Odsyłam na stronę producenta - Step-ca installation

Po instalacji uruchamiamy inicjalizację usługi, u mnie deko odpuściłem security, z racji laba i uroszczenia sobie tematu, oczywiście nie jest to koszerne, ale w labie czasami sobie folguję. :)

Z użytkownika root (choć lepiej to uruchomić na jakimś dedykowanym pod usługę)

step ca init \
  --name "Lab CA" \
  --dns "ca.para.net" \
  --address ":9000" \
  --provisioner "admin" \
  --deployment-type standalone \
  --password-file <(echo "SuperDuperHasło")

Ta komenda stworzy nam strukturę plików i katalogów w /root/.step/ znajdziecie tam, konfigurację, klucze, bazy etc…

Teraz service dla systemd /etc/systemd/system/step-ca.service:

[Unit]
Description=Smallstep CA for para.net
After=network.target

[Service]
User=root
Group=root
ExecStart=/usr/bin/step-ca --password-file /root/.step/secrets/password.txt /root/.step/config/ca.json
WorkingDirectory=/root/.step
Restart=on-failure
AmbientCapabilities=CAP_NET_BIND_SERVICE
LimitNOFILE=1048576

[Install]
WantedBy=multi-user.target

w pliku /root/.step/secrets/password.txt odkładamy nasze hasło, które podaliśmy przy init

sudo systemctl daemon-reload
sudo systemctl enable --now step-ca
sudo systemctl status step-ca

Po instalacji nasz serwer step-ca nie posiada jeszcze provisionera acme, więc dodajemy:

step ca provisioner add acme --type ACME

Nasz root CA znajdziecie na https://ca.para.net:9000/roots.pem, przygotowałem na szybko install-root-ca.sh, który pozwala na szybką instalację root certyfikatu dla systemów debianowych i redhatowych.
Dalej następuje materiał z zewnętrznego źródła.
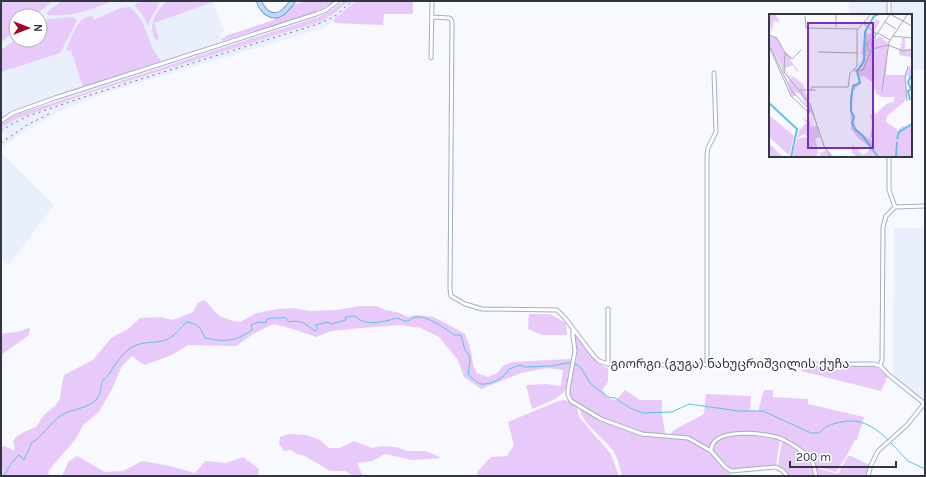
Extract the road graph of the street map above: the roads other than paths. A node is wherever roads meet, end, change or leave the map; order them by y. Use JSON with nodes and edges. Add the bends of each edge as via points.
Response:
{"nodes":[{"id":1,"x":259,"y":1,"type":"edge"},
{"id":2,"x":293,"y":1,"type":"edge"},
{"id":3,"x":338,"y":1,"type":"edge"},
{"id":4,"x":432,"y":1,"type":"edge"},
{"id":5,"x":889,"y":1,"type":"edge"},
{"id":6,"x":889,"y":14,"type":"edge"},
{"id":7,"x":432,"y":17,"type":"junction"},
{"id":8,"x":431,"y":58,"type":"dead end"},
{"id":9,"x":714,"y":73,"type":"dead end"},
{"id":10,"x":1,"y":121,"type":"edge"},
{"id":11,"x":889,"y":157,"type":"edge"},
{"id":12,"x":925,"y":206,"type":"edge"},
{"id":13,"x":895,"y":207,"type":"junction"},
{"id":14,"x":608,"y":309,"type":"dead end"},
{"id":15,"x":574,"y":328,"type":"junction"},
{"id":16,"x":608,"y":364,"type":"junction"},
{"id":17,"x":707,"y":365,"type":"junction"},
{"id":18,"x":880,"y":366,"type":"junction"},
{"id":19,"x":925,"y":404,"type":"edge"},
{"id":20,"x":711,"y":451,"type":"junction"},
{"id":21,"x":735,"y":472,"type":"junction"},
{"id":22,"x":736,"y":476,"type":"edge"},
{"id":23,"x":787,"y":476,"type":"edge"},
{"id":24,"x":816,"y":476,"type":"edge"},
{"id":25,"x":868,"y":476,"type":"edge"}],
"edges":[{"from":1,"to":2,"type":"main road","via":[[265,12],[273,15],[282,13]]},
{"from":3,"to":10,"type":"street","via":[[316,14],[55,98],[13,113]]},
{"from":4,"to":7,"type":"street"},
{"from":5,"to":6,"type":"street"},
{"from":7,"to":8,"type":"street"},
{"from":7,"to":15,"type":"street","name":"გიორგი (გუგა) ნახუცრიშვილის ქუჩა","via":[[449,18],[452,23],[451,296],[482,309],[557,310]]},
{"from":9,"to":17,"type":"street","via":[[716,132],[707,155]]},
{"from":11,"to":13,"type":"street","via":[[889,190]]},
{"from":12,"to":13,"type":"street"},
{"from":13,"to":18,"type":"street","via":[[886,216],[883,227]]},
{"from":14,"to":16,"type":"street"},
{"from":15,"to":16,"type":"street","name":"გიორგი (გუგა) ნახუცრიშვილის ქუჩა","via":[[593,355],[599,361]]},
{"from":15,"to":20,"type":"street","via":[[572,336],[575,351],[568,389],[571,401],[602,420],[629,430],[652,436],[688,438]]},
{"from":16,"to":17,"type":"street","name":"გიორგი (გუგა) ნახუცრიშვილის ქუჩა"},
{"from":17,"to":18,"type":"street","name":"გიორგი (გუგა) ნახუცრიშვილის ქუჩა"},
{"from":18,"to":19,"type":"street"},
{"from":19,"to":25,"type":"street","via":[[878,452]]},
{"from":20,"to":21,"type":"street","via":[[728,469]]},
{"from":20,"to":24,"type":"street","via":[[717,439],[726,435],[748,433],[781,439],[793,445],[812,461]]},
{"from":21,"to":22,"type":"street"},
{"from":21,"to":23,"type":"street","via":[[776,467]]}]}
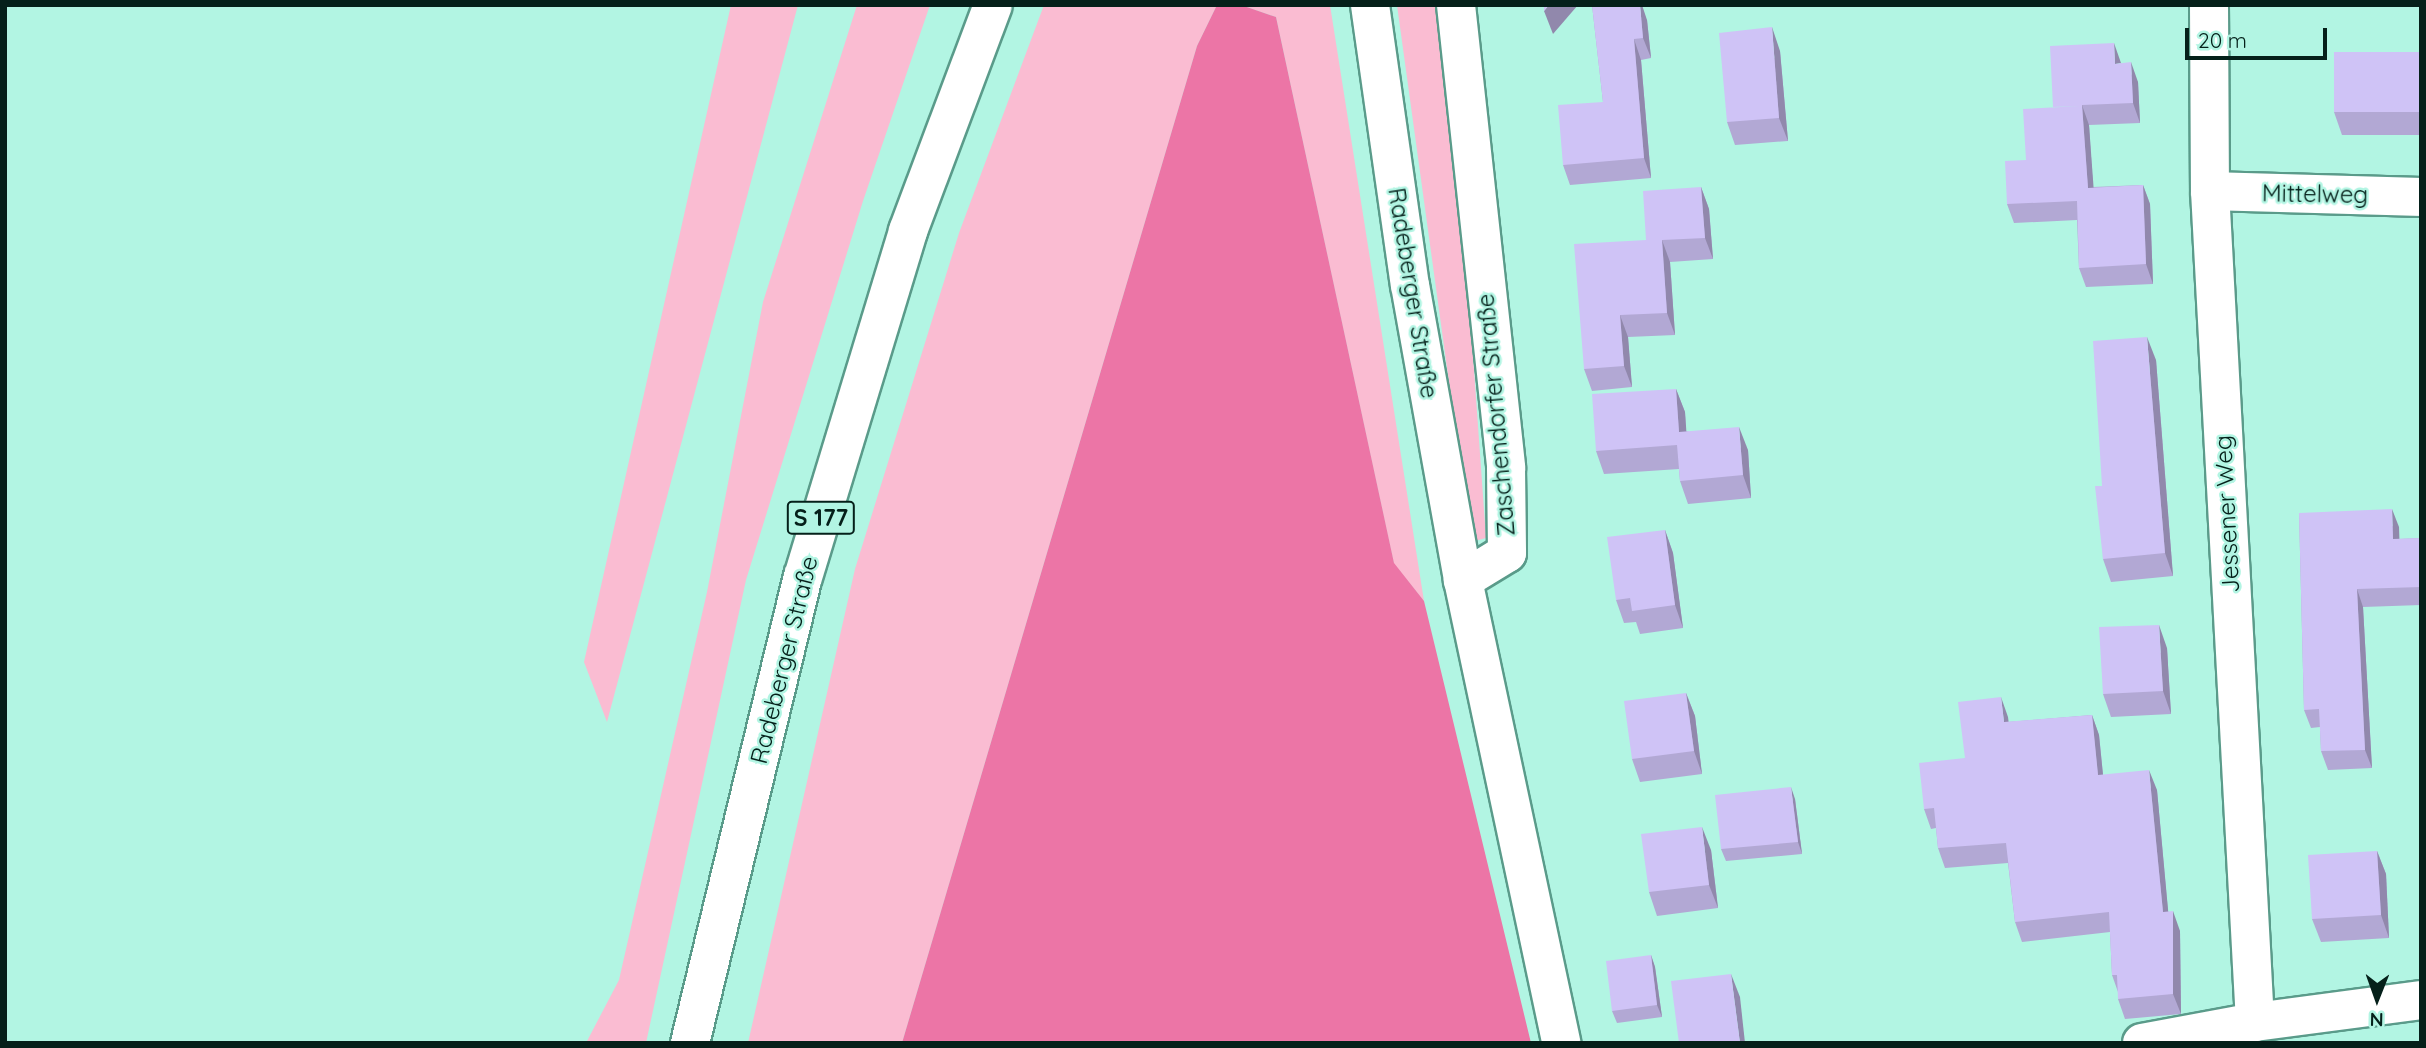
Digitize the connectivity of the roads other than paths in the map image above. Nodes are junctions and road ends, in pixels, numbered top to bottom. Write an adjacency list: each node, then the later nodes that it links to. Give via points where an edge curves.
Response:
1 (993, 5): 10 (main road, Radeberger Straße / S 177, via 908,230 803,577)
2 (1370, 5): 7 (main road, Radeberger Straße, via 1410,285)
3 (1457, 5): 7 (main road, Zaschendorfer Straße, via 1506,468 1507,553)
4 (2209, 5): 5 (main road, Jessener Weg)
5 (2210, 191): 6 (main road, Mittelweg); 9 (main road, Jessener Weg)
6 (2421, 197)
7 (1463, 580): 11 (main road)
8 (2421, 1000): 9 (main road)
9 (2255, 1022): 12 (main road)
10 (690, 1043)
11 (1561, 1043)
12 (2142, 1043)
To generalnie tyle w temacie instalacji, teraz przykład użycia dla certbot:

certbot --nginx \
  -d homepage.para.net \
  --server "https://ca.para.net:9000/acme/acme/directory" \
  --agree-tos -m admin@para.net --non-interactive

Przykładowo dla cert-managera:

apiVersion: cert-manager.io/v1
kind: ClusterIssuer
metadata:
  name: acme
  namespace: cert-manager
spec:
  acme:
    server: https://ca.para.net:9000/acme/acme/directory
    email: admin@para.net
    privateKeySecretRef:
      name: acme

Polecam się pobawić i mieć w pełni zautomatyzowany system zarządzania certyfikatami w przestrzeni homelab.